_Task description_
If a line of the records contains the word "Entrance", list it.

Dataset records
----
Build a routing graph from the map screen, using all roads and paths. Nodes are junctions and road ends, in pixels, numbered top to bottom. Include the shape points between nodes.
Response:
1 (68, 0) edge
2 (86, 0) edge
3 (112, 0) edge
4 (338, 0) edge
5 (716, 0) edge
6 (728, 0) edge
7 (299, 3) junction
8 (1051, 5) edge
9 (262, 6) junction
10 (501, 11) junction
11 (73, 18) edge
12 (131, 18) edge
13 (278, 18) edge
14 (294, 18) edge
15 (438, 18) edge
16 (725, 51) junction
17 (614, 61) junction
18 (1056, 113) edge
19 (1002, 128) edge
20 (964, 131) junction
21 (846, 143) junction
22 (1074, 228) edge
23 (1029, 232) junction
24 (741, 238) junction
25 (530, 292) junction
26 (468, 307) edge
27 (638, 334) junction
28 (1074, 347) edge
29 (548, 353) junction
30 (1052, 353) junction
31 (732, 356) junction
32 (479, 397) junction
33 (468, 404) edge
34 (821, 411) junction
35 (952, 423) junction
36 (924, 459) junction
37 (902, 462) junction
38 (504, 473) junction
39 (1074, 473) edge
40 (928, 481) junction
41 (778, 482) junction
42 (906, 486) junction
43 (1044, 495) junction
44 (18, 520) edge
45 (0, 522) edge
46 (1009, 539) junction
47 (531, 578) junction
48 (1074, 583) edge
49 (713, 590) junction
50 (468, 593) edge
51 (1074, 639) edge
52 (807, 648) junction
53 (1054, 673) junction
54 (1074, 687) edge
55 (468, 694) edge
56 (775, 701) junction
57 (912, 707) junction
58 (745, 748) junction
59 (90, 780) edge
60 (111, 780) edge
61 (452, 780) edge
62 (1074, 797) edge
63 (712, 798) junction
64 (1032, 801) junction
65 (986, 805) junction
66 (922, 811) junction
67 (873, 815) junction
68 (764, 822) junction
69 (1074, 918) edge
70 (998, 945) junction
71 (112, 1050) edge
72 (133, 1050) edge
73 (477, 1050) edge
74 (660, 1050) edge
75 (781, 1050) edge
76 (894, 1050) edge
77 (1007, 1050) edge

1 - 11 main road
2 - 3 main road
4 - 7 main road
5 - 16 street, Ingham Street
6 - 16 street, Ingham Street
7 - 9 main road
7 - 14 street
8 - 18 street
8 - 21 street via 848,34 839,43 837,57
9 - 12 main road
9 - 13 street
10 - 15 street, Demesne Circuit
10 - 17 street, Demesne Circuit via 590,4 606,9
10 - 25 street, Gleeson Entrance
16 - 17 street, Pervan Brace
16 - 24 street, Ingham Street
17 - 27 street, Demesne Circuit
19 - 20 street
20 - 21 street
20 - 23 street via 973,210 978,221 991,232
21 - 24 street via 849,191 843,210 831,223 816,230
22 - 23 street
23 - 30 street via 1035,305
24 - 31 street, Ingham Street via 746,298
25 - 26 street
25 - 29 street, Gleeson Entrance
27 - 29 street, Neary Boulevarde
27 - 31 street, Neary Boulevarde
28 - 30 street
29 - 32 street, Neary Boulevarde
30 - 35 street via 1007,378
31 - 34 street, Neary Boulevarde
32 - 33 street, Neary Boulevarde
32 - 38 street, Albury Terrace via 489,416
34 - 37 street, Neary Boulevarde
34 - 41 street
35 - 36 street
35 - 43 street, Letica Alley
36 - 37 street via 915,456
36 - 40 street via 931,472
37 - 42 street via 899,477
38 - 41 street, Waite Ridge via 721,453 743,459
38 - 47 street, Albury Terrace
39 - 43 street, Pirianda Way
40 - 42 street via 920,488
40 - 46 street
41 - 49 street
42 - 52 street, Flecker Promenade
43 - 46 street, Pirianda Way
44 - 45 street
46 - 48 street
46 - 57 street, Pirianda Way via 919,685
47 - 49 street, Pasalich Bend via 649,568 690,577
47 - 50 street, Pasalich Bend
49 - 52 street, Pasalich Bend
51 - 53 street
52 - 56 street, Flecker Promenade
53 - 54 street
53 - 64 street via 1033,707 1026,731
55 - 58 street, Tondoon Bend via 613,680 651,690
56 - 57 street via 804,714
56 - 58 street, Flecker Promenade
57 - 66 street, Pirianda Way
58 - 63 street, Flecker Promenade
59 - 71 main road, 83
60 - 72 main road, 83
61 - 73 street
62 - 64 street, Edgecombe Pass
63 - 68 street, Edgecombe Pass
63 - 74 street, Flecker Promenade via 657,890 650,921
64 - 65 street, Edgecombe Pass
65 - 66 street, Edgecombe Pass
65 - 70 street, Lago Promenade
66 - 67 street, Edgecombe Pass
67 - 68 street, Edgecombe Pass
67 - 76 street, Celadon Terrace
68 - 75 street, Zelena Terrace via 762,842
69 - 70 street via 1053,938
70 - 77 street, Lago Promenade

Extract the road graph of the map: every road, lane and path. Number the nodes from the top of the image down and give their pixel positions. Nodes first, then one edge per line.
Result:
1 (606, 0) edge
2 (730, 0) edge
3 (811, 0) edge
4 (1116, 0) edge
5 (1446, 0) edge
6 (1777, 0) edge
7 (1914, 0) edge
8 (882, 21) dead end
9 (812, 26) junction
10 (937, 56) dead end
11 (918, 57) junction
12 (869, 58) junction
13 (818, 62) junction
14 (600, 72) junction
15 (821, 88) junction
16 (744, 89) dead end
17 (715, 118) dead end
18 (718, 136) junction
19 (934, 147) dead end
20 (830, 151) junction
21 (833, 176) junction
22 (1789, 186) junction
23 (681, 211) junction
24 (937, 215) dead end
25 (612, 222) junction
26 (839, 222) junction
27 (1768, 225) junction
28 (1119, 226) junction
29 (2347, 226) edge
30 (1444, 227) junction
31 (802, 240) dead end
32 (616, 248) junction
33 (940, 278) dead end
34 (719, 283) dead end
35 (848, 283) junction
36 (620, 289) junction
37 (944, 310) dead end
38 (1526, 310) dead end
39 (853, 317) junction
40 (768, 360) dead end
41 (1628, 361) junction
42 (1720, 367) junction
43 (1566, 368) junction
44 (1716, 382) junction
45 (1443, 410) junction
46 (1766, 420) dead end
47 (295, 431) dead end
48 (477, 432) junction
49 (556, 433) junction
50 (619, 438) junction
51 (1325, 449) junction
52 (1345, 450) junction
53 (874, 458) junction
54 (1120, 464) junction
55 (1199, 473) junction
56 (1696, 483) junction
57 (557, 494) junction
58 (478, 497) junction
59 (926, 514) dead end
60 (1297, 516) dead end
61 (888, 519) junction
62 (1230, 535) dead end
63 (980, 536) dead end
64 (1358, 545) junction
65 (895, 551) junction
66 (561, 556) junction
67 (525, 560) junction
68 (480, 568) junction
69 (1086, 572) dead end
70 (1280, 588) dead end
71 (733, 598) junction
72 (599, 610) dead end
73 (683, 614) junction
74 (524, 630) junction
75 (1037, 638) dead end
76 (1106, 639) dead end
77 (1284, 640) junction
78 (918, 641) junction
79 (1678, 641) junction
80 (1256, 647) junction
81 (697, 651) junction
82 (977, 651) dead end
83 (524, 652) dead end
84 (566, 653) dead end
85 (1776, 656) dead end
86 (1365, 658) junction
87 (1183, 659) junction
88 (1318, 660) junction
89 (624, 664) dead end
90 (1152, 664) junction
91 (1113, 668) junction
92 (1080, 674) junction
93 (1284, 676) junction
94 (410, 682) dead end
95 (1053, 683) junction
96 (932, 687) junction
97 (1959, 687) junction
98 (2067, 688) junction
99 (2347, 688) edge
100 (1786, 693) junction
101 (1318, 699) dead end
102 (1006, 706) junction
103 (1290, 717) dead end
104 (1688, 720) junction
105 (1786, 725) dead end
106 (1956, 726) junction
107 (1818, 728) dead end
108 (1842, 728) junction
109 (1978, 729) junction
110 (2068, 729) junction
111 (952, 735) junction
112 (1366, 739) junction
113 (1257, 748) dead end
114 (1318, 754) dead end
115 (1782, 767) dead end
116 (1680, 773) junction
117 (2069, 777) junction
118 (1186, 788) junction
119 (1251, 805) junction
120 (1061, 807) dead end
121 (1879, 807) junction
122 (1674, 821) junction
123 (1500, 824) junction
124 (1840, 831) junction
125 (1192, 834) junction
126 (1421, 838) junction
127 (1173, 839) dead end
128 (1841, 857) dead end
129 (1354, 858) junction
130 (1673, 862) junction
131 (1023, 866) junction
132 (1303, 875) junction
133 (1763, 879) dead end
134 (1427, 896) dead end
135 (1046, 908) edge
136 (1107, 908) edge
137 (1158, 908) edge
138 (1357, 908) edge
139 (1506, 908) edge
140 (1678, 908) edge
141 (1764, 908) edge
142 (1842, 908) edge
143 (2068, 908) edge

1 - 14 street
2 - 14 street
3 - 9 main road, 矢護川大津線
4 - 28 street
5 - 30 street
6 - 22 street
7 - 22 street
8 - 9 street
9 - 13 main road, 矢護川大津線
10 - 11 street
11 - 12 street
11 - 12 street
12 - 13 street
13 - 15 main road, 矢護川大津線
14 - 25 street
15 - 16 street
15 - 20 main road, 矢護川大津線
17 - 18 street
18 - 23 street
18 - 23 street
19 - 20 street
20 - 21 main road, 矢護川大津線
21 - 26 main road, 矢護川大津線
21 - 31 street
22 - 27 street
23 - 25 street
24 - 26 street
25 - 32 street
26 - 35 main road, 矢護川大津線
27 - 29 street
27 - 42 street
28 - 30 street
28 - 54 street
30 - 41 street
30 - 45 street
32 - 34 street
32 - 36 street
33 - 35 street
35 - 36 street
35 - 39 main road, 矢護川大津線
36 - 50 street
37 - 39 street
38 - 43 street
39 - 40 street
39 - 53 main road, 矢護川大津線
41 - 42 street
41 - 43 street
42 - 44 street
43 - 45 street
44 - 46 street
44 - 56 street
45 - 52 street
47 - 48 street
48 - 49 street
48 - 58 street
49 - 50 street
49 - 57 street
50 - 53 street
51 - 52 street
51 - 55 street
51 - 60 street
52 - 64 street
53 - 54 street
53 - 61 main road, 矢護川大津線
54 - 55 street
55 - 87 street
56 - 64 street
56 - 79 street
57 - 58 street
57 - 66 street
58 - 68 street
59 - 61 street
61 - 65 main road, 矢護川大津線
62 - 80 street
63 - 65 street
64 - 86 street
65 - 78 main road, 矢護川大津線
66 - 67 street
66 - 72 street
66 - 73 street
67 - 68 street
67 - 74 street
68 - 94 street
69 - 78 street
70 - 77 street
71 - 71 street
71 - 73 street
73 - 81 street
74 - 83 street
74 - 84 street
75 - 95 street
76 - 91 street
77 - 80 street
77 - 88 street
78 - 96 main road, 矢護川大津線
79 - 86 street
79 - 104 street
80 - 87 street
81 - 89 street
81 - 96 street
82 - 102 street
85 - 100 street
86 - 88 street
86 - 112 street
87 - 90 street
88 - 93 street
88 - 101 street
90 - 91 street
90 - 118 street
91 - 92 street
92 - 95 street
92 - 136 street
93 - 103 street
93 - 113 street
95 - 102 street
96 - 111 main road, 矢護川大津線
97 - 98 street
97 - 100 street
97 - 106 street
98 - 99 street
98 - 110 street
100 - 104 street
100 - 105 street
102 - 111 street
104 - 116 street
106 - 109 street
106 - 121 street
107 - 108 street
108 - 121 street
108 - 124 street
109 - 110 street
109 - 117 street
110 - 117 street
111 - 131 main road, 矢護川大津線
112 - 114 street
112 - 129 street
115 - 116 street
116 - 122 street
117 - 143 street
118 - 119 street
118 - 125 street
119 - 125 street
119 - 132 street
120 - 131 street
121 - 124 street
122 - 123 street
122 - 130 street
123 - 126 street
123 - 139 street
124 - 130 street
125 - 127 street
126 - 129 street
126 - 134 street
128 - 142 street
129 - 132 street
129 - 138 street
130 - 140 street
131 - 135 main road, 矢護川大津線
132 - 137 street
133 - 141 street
----
_Solution for this exercise_
10 - 25 street, Gleeson Entrance
25 - 29 street, Gleeson Entrance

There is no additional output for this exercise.